## Brief
Write out the entries exactly, leaving out every picture.

## Extracted records
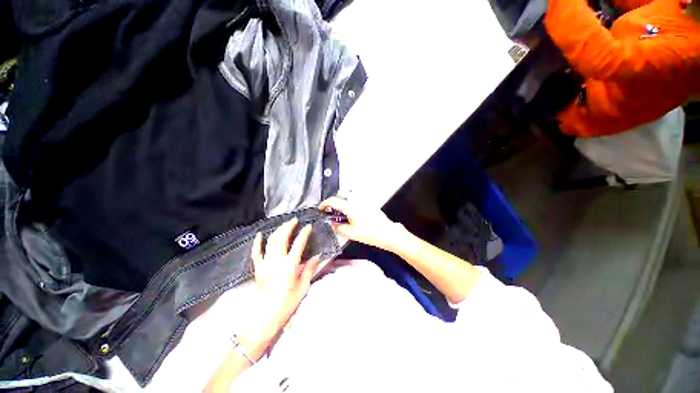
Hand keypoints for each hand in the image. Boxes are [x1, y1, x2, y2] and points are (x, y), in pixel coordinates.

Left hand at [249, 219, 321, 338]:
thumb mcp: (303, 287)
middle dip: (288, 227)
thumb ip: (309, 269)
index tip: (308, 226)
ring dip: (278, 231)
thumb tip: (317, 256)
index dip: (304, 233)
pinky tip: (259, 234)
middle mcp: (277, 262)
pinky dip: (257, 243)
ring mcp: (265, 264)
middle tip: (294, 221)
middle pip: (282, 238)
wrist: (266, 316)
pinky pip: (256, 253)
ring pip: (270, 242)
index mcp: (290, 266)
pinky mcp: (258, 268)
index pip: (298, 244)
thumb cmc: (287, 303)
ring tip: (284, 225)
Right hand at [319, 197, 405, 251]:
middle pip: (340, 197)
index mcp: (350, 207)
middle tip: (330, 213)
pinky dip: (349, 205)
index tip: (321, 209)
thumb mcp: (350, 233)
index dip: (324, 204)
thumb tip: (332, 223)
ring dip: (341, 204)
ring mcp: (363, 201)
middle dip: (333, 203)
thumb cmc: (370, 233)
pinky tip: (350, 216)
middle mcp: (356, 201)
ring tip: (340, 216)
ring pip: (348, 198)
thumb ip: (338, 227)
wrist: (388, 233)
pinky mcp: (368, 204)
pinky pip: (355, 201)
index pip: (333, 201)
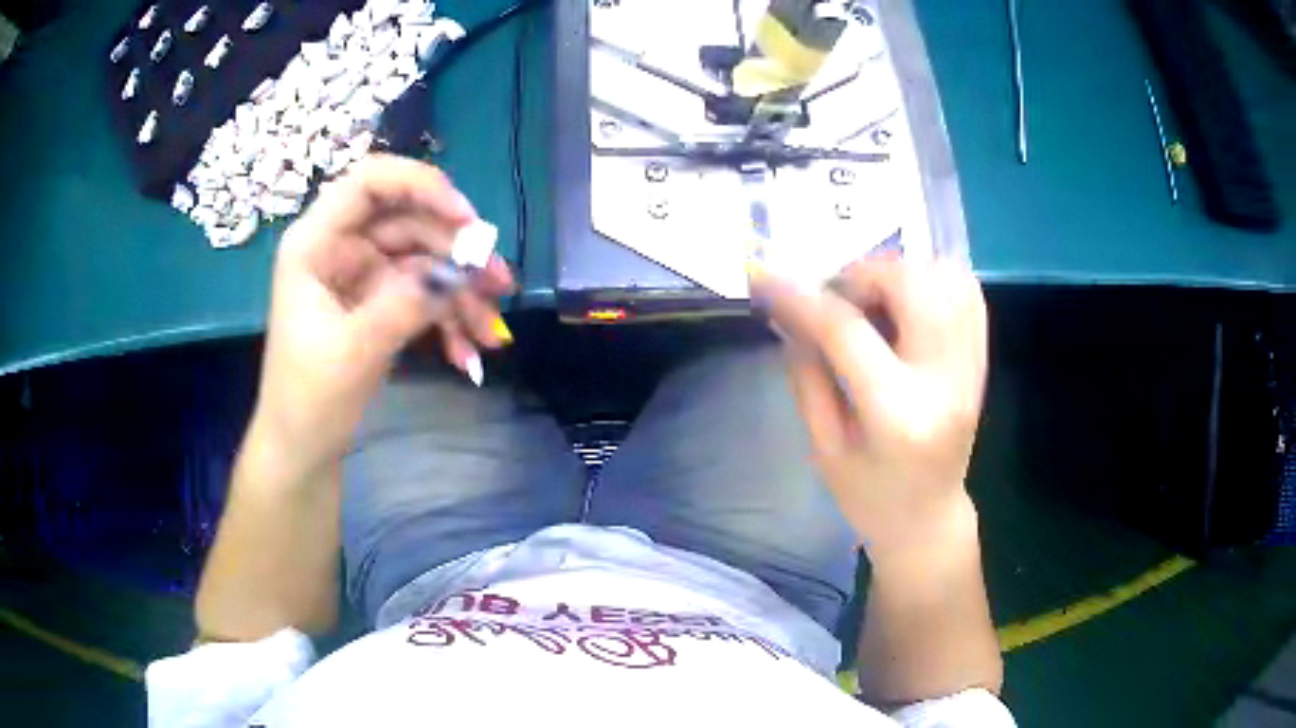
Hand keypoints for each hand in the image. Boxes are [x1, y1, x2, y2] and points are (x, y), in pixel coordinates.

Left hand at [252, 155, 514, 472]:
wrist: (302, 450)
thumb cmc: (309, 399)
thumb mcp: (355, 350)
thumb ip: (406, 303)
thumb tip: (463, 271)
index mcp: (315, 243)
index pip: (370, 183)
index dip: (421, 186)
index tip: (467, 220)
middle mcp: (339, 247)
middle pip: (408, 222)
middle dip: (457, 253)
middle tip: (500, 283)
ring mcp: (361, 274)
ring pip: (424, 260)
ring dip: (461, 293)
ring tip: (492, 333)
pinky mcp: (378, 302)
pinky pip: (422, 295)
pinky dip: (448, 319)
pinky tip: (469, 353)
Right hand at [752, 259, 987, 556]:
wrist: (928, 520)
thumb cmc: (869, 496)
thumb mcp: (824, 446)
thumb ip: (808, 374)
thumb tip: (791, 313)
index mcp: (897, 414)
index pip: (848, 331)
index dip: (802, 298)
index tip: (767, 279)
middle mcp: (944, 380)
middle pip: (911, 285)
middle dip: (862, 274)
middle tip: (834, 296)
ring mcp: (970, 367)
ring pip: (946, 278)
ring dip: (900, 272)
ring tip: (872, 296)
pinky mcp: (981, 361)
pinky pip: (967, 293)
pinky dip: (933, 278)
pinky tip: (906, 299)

## Task response
Hand keypoints for each hand in the image. Boxes are [x1, y1, x2, y2] and points are (x, y), in pixel coordinates.

Left hand at [249, 219, 321, 338]:
thumb mcp: (303, 287)
middle dip: (288, 227)
thumb ip: (309, 269)
index tip: (308, 226)
ring dip: (278, 231)
thumb tip: (317, 256)
index dip: (304, 233)
pinky tip: (259, 234)
middle mcp: (277, 262)
pinky dip: (257, 243)
ring mcp: (265, 264)
middle tip: (294, 221)
middle pip: (282, 238)
wrist: (266, 316)
pinky pip: (256, 253)
ring pip: (270, 242)
index mcp: (290, 266)
pinky mcp: (258, 268)
index pip: (298, 244)
thumb cmc: (287, 303)
ring tip: (284, 225)
Right hand at [319, 197, 405, 251]:
middle pip: (340, 197)
index mcp: (350, 207)
middle tip: (330, 213)
pinky dip: (349, 205)
index tip: (321, 209)
thumb mcp: (350, 233)
index dip: (324, 204)
thumb tip: (332, 223)
ring dip: (341, 204)
ring mcp: (363, 201)
middle dip: (333, 203)
thumb cmc: (370, 233)
pinky tip: (350, 216)
middle mcp: (356, 201)
ring tip: (340, 216)
ring pip: (348, 198)
thumb ip: (338, 227)
wrist: (388, 233)
pinky mcp: (368, 204)
pinky pip: (355, 201)
index pip: (333, 201)
Hand keypoints for each hand in the image. Boxes are [x1, y1, x2, y2] and points are (x, y), in pixel coordinates.

Left hand at [252, 155, 514, 472]:
wrist: (302, 450)
thumb cmc: (309, 399)
thumb mcp: (355, 350)
thumb ip: (406, 303)
thumb tip: (463, 271)
index mcp: (315, 243)
index pip: (370, 183)
index dip: (421, 186)
index tip: (467, 220)
middle mcp: (339, 247)
middle pip: (408, 222)
middle dip: (457, 253)
middle tip: (500, 283)
ring mcp: (361, 274)
ring pip: (424, 260)
ring dip: (461, 293)
ring tip: (492, 333)
pinky mcp: (378, 302)
pinky pip: (422, 295)
pinky dip: (448, 319)
pinky tip: (469, 353)
Right hand at [752, 259, 987, 556]:
wrist: (928, 520)
thumb cmc: (869, 496)
thumb mcp: (824, 446)
thumb ip: (808, 374)
thumb tip: (791, 313)
index mcp: (897, 414)
index pip: (848, 331)
index dip: (802, 298)
index tip: (767, 279)
middle mcp: (944, 380)
middle pip: (911, 285)
middle dip: (862, 274)
middle tip: (834, 296)
ring mcp: (970, 367)
ring pip: (946, 278)
ring dip: (900, 272)
ring tip: (872, 296)
pinky mcp: (981, 361)
pinky pip: (967, 293)
pinky dip: (933, 278)
pinky tip: (906, 299)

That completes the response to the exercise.